* Problem details
If a line in the entries below includes "dead", pick it out and copy it.

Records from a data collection
- Opening Delimiter -

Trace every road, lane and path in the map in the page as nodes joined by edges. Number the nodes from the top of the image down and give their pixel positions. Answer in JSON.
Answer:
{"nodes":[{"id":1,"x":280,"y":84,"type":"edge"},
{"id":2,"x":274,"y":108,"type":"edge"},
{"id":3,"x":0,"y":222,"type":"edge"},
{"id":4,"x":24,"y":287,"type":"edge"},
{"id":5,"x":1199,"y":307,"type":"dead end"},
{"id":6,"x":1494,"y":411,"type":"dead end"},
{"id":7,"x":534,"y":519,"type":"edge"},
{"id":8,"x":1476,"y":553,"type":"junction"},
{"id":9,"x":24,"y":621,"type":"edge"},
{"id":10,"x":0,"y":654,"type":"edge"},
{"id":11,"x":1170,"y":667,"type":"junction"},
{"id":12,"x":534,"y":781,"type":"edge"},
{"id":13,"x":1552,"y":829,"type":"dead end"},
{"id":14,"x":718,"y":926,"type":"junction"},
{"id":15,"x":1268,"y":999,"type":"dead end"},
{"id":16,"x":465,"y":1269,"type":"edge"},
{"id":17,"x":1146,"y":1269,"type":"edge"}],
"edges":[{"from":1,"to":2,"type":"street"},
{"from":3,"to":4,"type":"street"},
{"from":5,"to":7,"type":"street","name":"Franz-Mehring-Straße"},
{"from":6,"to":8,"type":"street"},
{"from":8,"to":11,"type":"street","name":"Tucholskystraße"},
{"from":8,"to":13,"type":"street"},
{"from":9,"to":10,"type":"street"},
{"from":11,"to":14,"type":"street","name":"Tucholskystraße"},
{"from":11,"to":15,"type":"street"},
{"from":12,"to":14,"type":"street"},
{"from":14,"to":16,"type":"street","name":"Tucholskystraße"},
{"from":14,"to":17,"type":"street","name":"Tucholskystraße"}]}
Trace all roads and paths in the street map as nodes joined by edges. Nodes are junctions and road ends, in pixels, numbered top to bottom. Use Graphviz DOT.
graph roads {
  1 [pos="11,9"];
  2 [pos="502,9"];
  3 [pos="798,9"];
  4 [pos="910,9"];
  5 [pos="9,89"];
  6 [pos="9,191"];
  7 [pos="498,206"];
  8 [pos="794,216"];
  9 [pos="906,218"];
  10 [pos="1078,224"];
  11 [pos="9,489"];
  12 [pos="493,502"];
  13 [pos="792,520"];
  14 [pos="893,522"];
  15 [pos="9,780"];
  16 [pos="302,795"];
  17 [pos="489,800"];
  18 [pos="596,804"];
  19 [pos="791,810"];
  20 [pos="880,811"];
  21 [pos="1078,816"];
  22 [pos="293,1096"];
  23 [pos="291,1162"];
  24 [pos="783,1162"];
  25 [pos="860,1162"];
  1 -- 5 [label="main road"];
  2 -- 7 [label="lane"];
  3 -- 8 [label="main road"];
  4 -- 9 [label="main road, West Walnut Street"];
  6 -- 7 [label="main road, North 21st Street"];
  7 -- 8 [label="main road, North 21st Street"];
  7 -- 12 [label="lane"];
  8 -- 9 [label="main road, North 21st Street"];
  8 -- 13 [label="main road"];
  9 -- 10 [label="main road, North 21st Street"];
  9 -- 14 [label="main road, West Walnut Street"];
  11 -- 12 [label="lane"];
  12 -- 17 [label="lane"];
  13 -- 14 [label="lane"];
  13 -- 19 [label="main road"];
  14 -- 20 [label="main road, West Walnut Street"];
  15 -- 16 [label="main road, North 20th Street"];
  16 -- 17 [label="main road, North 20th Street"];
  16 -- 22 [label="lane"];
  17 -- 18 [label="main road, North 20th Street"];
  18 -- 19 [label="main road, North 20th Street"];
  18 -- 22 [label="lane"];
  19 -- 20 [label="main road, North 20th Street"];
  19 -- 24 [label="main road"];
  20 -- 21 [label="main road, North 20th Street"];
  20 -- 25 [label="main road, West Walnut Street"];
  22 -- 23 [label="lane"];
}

- Closing Delimiter -

* Solution to this exercise
{"id":5,"x":1199,"y":307,"type":"dead end"},
{"id":6,"x":1494,"y":411,"type":"dead end"},
{"id":13,"x":1552,"y":829,"type":"dead end"},
{"id":15,"x":1268,"y":999,"type":"dead end"},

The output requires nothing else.